+++ Source information +++
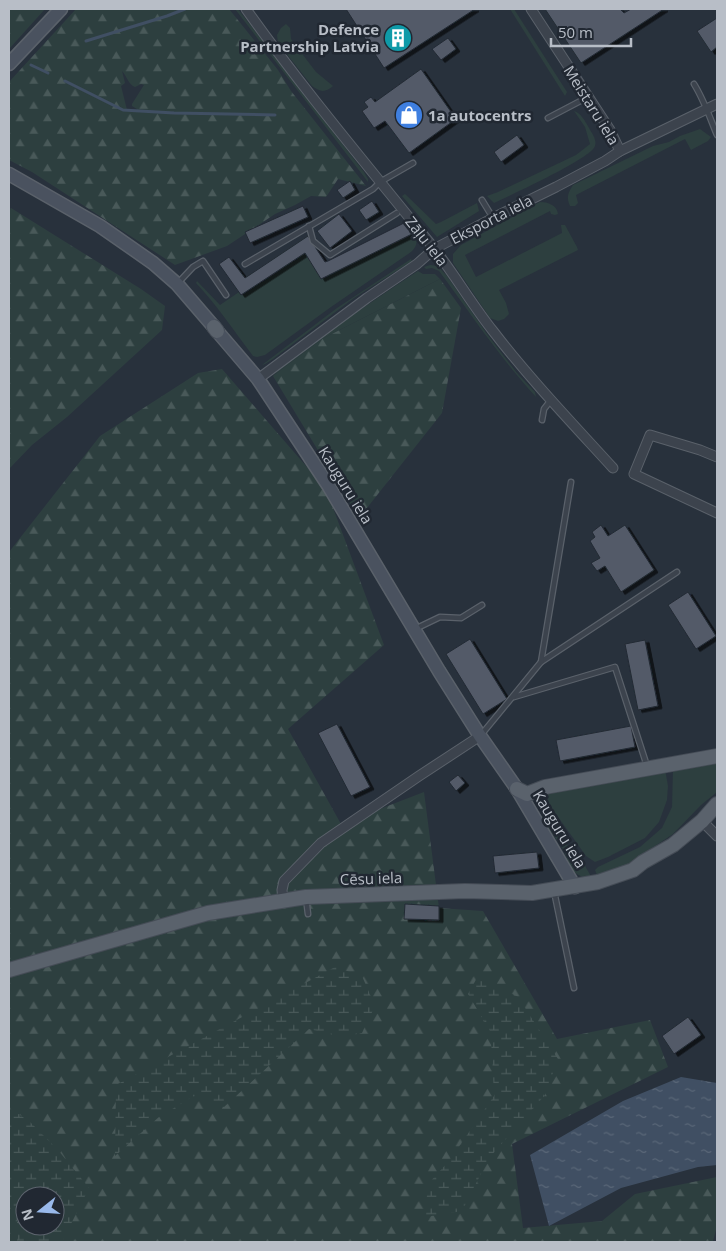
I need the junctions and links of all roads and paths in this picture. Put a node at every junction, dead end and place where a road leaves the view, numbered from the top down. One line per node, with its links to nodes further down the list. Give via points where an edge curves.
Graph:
1 (60, 9): 4 (main road)
2 (246, 9): 14 (street, Zāļu iela)
3 (531, 9): 6 (street, Meistaru iela)
4 (9, 64)
5 (694, 84): 8 (lane)
6 (588, 96): 9 (lane); 11 (street, Meistaru iela)
7 (717, 104): 8 (street, Eksporta iela)
8 (706, 110): 10 (lane); 11 (street, Eksporta iela)
9 (548, 118)
10 (717, 135)
11 (620, 151): 17 (street, Eksporta iela, via 605,162)
12 (413, 163): 14 (lane)
13 (9, 174): 21 (main road, Kauguru iela, via 100,226 153,263)
14 (380, 182): 18 (lane); 19 (street, Zāļu iela)
15 (482, 200): 17 (lane)
16 (397, 213): 18 (lane, via 330,255 313,241)
17 (493, 218): 19 (street, Eksporta iela)
18 (309, 226): 20 (lane)
19 (434, 249): 23 (street, Eksporta iela); 24 (street, Zāļu iela, via 492,331)
20 (245, 264)
21 (176, 284): 22 (lane, via 203,261); 23 (main road, Kauguru iela)
22 (226, 295)
23 (258, 378): 32 (main road, Kauguru iela, via 328,485)
24 (551, 400): 25 (lane, via 544,408); 27 (street, Zāļu iela)
25 (542, 420)
26 (717, 457): 29 (street, via 650,435 634,474)
27 (613, 468)
28 (571, 482): 33 (lane)
29 (717, 512)
30 (677, 572): 33 (lane)
31 (482, 605): 32 (lane, via 461,618 440,617)
32 (414, 629): 35 (main road, Kauguru iela)
33 (542, 662): 34 (lane)
34 (512, 697): 35 (lane); 37 (lane, via 615,667)
35 (480, 736): 38 (main road, Kauguru iela); 45 (street, via 320,843 284,881)
36 (717, 756): 37 (main road)
37 (648, 768): 38 (main road, via 545,787 527,794)
38 (517, 789): 42 (main road, Kauguru iela)
39 (717, 804): 40 (main road, Cēsu iela)
40 (702, 821): 41 (street); 42 (main road, Cēsu iela, via 673,845 633,870)
41 (717, 836)
42 (575, 887): 43 (main road, Cēsu iela)
43 (553, 890): 44 (main road, Cēsu iela); 48 (lane)
44 (306, 897): 45 (main road, Cēsu iela); 46 (lane)
45 (283, 901): 47 (main road, Cēsu iela, via 208,913)
46 (308, 914)
47 (9, 970)
48 (574, 988)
+++
Task to carry out => Report each line of the data in which "Meistaru" occurs.

Reply to the task =>
3 (531, 9): 6 (street, Meistaru iela)
6 (588, 96): 9 (lane); 11 (street, Meistaru iela)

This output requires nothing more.